Let q be an odd integer such that p = 4q+1 is prime.

Question

Let $q$ be an odd integer such that $p = 4q+1$ is prime.

a. Show that $(2|p) = -1$

b. Prove that $p | (4^q+1)$

So far I see that: $(2|p) = (-1)^{ (\frac{(p^2-1)}{(8)} )}$. Not sure if this helps or where to go from here on either part.

Answer 1

Let $q$ be an odd integer, say $q=2k+1$. Then $p=4q+1=8k+5$. Note that $p^2=(8k+3)^2=64k^2+48k+9$, so $\frac{p^2-1}{8}=8k^2+6k+1$, and therefore $(-1)^{(p^2-1)/8}=-1$.

It follows that the Legendre symbol $(2/p)$ is equal to $-1$.

Remark: I am not so happy about the (correct) formula for the Legendre symbol $(2/p)$, preferring the equivalent version $(2/p)=1$ if $p\equiv \pm 1\pmod{8}$, and $(2/p)=-1$ if $p\equiv \pm 3\pmod{8}$.

As to the remaining question, one hesitates to guess what is intended. But as currently written, there is nothing to do. If $p=4q+1$, then of course $p\mid 4q+1$.

Added: The second part of the question has been changed to $p$ divides $4^q+1$. So we want to show that $p$ divides $2^{2q}+1$.

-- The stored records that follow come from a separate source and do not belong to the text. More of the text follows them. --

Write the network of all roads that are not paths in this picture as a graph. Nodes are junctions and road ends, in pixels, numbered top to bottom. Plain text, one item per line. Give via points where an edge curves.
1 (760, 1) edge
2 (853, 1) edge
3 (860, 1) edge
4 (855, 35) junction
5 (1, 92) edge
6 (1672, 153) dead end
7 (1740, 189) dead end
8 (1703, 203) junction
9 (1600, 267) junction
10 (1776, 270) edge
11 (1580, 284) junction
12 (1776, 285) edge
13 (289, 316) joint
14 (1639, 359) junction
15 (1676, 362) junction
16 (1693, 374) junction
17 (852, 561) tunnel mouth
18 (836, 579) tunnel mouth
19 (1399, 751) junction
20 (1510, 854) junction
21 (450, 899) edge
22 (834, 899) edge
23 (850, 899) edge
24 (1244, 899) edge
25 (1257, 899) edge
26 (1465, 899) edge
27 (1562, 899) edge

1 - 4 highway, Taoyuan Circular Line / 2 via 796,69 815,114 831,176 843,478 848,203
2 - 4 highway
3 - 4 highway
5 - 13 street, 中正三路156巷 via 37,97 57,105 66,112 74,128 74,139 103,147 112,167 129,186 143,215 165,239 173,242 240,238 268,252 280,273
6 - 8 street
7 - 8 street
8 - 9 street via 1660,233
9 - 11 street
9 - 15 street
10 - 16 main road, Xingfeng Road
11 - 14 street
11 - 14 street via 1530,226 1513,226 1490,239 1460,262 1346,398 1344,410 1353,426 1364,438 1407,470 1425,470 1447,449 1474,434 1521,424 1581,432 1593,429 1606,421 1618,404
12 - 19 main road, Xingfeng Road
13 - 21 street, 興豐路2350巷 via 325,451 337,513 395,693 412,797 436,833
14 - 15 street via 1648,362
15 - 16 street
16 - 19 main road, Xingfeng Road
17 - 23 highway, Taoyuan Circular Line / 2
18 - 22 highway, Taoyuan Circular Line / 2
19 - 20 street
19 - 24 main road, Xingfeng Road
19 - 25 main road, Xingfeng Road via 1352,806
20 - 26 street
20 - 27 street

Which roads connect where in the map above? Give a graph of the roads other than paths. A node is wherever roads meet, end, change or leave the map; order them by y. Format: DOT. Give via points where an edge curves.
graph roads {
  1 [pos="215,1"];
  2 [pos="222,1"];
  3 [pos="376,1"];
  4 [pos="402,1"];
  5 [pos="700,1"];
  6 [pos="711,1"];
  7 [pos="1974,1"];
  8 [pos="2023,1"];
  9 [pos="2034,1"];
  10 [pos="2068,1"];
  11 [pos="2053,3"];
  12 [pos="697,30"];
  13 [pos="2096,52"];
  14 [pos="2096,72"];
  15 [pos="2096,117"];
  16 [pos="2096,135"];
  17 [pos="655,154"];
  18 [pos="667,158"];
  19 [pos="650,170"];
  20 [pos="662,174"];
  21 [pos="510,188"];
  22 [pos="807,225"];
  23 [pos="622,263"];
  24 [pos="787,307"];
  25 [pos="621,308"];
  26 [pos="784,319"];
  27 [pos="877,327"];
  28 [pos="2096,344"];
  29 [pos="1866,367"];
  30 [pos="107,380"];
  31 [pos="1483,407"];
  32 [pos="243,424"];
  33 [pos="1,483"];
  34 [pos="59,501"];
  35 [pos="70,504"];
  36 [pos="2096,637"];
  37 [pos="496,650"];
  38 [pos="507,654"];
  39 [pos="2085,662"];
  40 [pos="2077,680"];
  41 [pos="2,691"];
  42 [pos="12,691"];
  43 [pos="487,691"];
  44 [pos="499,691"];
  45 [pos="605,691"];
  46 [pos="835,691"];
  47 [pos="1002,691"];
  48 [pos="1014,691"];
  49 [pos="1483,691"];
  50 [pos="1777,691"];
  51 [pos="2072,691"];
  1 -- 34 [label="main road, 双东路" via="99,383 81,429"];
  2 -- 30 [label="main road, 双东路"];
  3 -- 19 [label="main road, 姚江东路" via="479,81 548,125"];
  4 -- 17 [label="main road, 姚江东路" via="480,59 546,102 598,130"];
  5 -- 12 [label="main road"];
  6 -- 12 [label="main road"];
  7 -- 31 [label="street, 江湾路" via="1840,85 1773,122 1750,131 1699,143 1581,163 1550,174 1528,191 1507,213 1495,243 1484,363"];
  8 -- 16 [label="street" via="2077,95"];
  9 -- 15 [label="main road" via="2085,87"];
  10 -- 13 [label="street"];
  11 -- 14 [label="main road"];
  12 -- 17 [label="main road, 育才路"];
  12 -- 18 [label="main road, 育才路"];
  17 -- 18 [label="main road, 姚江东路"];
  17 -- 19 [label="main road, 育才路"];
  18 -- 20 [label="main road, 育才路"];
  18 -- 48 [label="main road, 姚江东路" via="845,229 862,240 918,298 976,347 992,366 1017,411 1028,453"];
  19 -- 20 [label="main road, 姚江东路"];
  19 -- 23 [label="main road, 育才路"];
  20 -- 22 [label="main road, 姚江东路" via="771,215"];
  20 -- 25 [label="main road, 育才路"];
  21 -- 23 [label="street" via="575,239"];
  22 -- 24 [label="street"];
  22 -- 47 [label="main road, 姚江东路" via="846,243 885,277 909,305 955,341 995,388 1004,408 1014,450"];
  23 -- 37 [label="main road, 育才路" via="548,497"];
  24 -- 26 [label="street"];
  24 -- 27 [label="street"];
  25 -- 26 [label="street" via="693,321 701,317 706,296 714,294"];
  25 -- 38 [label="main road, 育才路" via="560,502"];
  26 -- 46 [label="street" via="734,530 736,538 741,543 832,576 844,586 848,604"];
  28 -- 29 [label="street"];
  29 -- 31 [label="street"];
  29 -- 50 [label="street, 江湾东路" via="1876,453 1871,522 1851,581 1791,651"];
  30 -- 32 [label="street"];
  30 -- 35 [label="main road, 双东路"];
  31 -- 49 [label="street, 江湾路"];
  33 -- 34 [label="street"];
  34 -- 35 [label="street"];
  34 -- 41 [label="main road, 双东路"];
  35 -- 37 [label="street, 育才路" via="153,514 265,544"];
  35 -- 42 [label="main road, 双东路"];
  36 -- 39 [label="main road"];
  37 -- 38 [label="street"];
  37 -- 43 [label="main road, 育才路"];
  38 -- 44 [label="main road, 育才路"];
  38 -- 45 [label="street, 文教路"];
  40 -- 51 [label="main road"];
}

Note that by Fermat's Theorem we have $p$ divides $2^{4q}-1$, so $p$ divides $(2^{2q}+1)(2^{2q}-1)$. We will be finished if we can show that $p$ does not divide $2^{2q}-1$. If $p$ divided $2^{2q}-1$, then $2$ would be a quadratic residue of $p$ by Euler's Criterion. But in the first part of the problem we have shown that $2$ is not a quadratic residue of $p$.

Answer 2

EDIT: Proving the relevant question...

By Euler's Criterion, $\left( \frac{2}p \right) \equiv 2^{(p-1)/2} \equiv 4^q \pmod p$. Since $4^q \equiv -1,$ ,we have $p|4^q+1$ as desired.